As there were no penetration to CSF in iv administration, the treatment was initiated
intrathecally at a dose of 50 000 U/day for three days. Afterwards, it was
administrated every other day until two weeks. In the following CSF controls, findings
improved and there was no growth. The patient’s hydrocephalus was taken
undercontrolled external dreinage was ended. Her treatment was completed and she
was discharged. She visited our out-patient department montly about one year.
Discussion
Resistant Pseudomonas aeruginosa meningitis that was treated by Colistine was
reported in Turkey(4). Segal et al utilized iv meropenem and intraventricular
polymyxin B in the treatment of cephalosporin resistant Klebsiella pneumoniae
ventriculitis obtained succesful results(5). There are several case reports about the
treatment of meningitis with intrathecal or intraventricular use of polymyxins in
patients with gram-negative meningitis(6).

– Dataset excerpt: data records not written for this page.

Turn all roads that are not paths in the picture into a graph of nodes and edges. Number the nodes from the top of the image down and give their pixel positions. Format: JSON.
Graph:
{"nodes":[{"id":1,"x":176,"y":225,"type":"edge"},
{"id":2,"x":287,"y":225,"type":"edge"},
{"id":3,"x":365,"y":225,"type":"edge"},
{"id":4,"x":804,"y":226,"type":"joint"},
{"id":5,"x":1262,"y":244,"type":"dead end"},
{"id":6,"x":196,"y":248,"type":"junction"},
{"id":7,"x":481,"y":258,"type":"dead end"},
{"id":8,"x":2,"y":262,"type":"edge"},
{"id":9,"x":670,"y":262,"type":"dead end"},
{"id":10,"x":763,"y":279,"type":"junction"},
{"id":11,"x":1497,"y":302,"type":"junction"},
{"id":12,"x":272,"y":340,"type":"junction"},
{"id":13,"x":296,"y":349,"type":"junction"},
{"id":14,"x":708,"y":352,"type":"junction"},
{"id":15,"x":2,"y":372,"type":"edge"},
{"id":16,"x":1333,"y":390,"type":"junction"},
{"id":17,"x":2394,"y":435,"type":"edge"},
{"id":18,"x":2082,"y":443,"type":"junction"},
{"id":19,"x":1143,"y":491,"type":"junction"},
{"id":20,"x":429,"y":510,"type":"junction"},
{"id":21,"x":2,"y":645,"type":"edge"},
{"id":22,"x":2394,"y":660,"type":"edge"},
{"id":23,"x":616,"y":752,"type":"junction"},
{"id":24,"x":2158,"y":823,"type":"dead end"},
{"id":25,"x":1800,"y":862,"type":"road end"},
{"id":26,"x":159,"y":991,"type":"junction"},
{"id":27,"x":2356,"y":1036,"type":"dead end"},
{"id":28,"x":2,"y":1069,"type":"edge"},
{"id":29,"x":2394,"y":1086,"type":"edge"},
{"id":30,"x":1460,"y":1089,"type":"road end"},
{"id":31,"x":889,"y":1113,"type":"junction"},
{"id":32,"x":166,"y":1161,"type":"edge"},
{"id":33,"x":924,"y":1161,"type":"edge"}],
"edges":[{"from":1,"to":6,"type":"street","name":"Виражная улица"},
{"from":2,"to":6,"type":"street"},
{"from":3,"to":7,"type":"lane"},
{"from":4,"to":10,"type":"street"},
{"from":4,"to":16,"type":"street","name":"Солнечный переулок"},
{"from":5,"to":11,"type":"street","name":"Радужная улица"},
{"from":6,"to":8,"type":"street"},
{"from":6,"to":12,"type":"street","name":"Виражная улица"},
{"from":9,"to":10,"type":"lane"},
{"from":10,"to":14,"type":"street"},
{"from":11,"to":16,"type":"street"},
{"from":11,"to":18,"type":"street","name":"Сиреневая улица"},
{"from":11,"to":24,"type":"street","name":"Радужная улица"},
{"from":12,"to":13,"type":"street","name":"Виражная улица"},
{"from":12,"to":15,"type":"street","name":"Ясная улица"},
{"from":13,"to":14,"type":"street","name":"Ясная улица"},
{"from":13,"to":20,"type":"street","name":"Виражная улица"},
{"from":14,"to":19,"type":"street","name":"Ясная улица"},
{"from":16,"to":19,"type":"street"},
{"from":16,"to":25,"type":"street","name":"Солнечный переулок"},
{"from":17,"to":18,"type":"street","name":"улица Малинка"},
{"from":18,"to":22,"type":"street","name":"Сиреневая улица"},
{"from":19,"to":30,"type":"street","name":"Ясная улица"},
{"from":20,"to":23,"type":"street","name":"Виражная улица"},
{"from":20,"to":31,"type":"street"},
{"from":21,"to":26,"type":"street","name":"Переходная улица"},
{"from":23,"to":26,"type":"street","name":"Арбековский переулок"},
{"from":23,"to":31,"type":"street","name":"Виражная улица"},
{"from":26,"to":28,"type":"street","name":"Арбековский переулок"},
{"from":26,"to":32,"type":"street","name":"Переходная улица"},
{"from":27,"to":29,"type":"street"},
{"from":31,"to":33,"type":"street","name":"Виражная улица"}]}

Our knowledge concerning in the utilization of polymyxin B is limited. As the case for
colistin we do not have preparations of polymyxin B in our country either. We do not
observed any side effect during the treatment and the drug was well tolerated by the
patient. Polymyxin B is a polypeptide group antibiotic that has been isolated from
Bacillus polymyxa. Polymyxins are active against selected gram negative bacteria,
including Acinetobacter species, Pseudomonas aeruginosa, Klebsiella spp.,
Enterobacter spp(7). By interacting with the membran phospholipids of the bacteria
and increasing cellular permeability, it has bactericidal effects on cell membrane
through detergent action. The microorganism that are resistant to polymyxin B
possess cell walls that inhibit the entrance of the drug to cell membrane. There is no
cross resistance to other antimicrobials and resistance rarely develops during
treatment. As polymyxin B is bound to cell membrans with high affinity( in local
administration) systemic reactions are very rare. In systemic applications it might
cause nephrotoxicity( albuminuria, nitrogenemia) and neurotoxicity( facial paralysis,
peripheral paresthesia, ataxia). During intrathecal administration there are findings of
meningeal irritation such as fever, headache(increase of proteins and cells in CSF),
rashes, drug fever and trombophlebits. Polymyxin B excreted though the kidneys. It is
not absorbed from the gastrointestinal tract. It does not cross blood-brain barrier, thus
cannot enter CSF. It has limited transmission to body fluids and organs such as
lungs, liver, kidney and sceleteal muscle. Polymyxin B has intravenous, intrathecal
and topical route of administration in treatment. For the intrathecal administrations
performed in adults patients and above two years of age after the first 3-4 days a
single daily dose of 50 000 units/day is given every other day and the treatment is
completed in two weeks(8,9).
The case has been presented for the purpose of emphasizing the role of
polymyxin B in the treatment of pan-resistant Pseudomonas aeruginosa meningitis
for which the treatment choices are limited.